Dilaporkan 1 WNI dalam keadaan selamat mendapat perawatan luka bakar di rumah sakit.
Sementara 3 WNI lainnya, masih dalam proses pencarian.
“Berdasarkan informasi yang diterima, Musaffah 2 berawak total 7 personil berkewarganegaraan Indonesia, India, dan Filipina. 4 awak selamat, sedangkan 3 awak lainnya masih dalam proses pencarian,” ujar Heni.
“Khusus kondisi awak 4 awak WNI, 1 WNI selamat sedang mendapat perawatan luka bakar di Rumah Sakit di Kota Khasab, Oman. Sedangkan 3 WNI lainnya masih terus diupayakan pencarian oleh otoritas setempat,” sambungnya.
Heni mengatakan ada satu WNI lain saat kejadian berlangsung. Namun, WNI itu berada di kapal berbeda dan dalam kondisi selamat.
Kemlu RI mendorong adanya investigasi menyeluruh terkait insiden tersebut.
“Saat ini Perwakilan RI di PEA dan Oman secara intensif berkoordinasi dengan otoritas setempat dan perusahaan untuk proses pencarian 3 awak WNI yang hilang, memastikan perawatan 1 WNI selamat dan menyampaikan perkembangan penanganan kepada pihak keluarga di Indonesia. Kementerian Luar Negeri juga mendorong penyelidikan menyeluruh atas insiden ini,” kata dia.
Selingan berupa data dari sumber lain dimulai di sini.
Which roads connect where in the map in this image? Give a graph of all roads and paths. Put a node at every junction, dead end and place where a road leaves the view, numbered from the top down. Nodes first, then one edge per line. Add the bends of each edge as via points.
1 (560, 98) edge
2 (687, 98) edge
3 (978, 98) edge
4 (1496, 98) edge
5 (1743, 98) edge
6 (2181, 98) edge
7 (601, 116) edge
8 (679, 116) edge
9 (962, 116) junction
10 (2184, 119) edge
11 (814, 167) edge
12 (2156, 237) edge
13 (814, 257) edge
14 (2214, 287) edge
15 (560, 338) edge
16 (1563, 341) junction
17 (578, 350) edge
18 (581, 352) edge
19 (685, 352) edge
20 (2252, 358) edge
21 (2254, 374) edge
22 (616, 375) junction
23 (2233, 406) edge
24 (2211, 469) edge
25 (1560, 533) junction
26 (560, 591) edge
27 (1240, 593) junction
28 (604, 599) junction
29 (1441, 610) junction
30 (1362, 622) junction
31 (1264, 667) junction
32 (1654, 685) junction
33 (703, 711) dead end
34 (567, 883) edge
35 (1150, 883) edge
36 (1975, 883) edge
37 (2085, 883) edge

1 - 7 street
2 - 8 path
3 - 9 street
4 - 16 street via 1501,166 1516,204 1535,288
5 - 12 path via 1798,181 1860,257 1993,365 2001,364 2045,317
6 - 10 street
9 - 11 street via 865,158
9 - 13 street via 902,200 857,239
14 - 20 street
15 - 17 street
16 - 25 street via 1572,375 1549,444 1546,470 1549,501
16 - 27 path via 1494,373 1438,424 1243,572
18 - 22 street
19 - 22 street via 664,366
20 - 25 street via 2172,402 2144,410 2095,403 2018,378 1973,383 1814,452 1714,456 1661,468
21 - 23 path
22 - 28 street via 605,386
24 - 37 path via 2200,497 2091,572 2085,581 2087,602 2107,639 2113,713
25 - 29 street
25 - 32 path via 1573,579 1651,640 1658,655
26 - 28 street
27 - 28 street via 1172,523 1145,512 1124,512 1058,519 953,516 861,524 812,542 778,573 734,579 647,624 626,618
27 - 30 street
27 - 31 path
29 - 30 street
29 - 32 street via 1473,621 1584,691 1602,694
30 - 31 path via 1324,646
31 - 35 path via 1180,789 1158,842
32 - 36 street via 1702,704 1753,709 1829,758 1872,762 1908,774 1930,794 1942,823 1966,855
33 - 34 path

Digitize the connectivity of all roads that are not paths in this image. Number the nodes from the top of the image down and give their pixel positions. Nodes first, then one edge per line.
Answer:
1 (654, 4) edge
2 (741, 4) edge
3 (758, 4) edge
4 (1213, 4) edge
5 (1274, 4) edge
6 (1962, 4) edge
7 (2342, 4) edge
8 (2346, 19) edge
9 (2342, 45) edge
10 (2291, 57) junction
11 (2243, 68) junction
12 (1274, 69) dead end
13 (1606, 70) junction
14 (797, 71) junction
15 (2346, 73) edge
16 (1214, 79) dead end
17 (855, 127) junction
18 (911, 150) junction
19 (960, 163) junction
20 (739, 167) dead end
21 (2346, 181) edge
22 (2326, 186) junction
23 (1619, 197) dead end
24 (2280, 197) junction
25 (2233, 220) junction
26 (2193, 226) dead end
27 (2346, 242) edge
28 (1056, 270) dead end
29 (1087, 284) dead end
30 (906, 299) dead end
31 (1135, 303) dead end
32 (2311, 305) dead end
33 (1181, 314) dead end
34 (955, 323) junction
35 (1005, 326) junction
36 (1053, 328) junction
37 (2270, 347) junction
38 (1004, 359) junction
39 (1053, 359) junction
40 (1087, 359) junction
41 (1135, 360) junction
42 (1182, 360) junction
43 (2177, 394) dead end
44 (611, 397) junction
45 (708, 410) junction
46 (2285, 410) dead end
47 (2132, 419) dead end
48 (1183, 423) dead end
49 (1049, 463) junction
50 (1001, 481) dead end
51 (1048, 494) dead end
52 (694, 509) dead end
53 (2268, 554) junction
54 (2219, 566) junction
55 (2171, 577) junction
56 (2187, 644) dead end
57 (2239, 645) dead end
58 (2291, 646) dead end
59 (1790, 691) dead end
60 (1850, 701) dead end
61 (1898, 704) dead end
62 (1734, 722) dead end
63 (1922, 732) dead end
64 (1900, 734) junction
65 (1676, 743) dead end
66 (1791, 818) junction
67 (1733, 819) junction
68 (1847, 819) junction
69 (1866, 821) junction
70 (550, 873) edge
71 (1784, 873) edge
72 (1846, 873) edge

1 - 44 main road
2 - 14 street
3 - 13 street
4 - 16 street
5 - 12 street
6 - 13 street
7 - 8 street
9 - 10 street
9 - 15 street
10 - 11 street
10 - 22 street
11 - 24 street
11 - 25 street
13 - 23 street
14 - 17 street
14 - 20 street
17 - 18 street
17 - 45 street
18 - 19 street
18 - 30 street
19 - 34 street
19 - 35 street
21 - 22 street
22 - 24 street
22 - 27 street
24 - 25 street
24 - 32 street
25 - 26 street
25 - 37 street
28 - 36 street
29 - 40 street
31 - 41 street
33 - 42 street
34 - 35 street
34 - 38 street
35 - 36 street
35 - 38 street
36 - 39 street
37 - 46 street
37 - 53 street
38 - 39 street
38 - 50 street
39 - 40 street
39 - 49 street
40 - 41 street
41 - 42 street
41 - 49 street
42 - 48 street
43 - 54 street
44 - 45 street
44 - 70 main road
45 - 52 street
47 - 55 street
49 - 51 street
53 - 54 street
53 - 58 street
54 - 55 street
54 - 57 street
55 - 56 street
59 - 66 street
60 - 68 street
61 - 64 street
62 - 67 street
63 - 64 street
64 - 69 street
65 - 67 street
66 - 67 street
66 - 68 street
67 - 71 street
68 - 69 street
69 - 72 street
Kemlu RI mengimbau seluruh WNI yang berada di Timur Tengah untuk meningkatkan kewaspadaan.
Ia meminta WNI di sana terus berkoordinasi dengan perwakilan RI terkait.
“Memperhatikan situasi keamanan di kawasan Timur Tengah, Kementerian Luar Negeri kembali mengimbau seluruh WNI di Timur Tengah termasuk awak WNI yang bekerja di kapal laut, untuk senantiasa meningkatkan kewaspadaan, memantau perkembangan situasi melalui sumber informasi resmi, dan menjaga komunikasi dengan Perwakilan RI terdekat,” ujar Heni.
“Segera lakukan lapor diri untuk memastikan respons cepat dan tepat dari Perwakilan RI. Dalam keadaan darurat, segera hubungi hotline perwakilan RI terkait,” imbuhnya.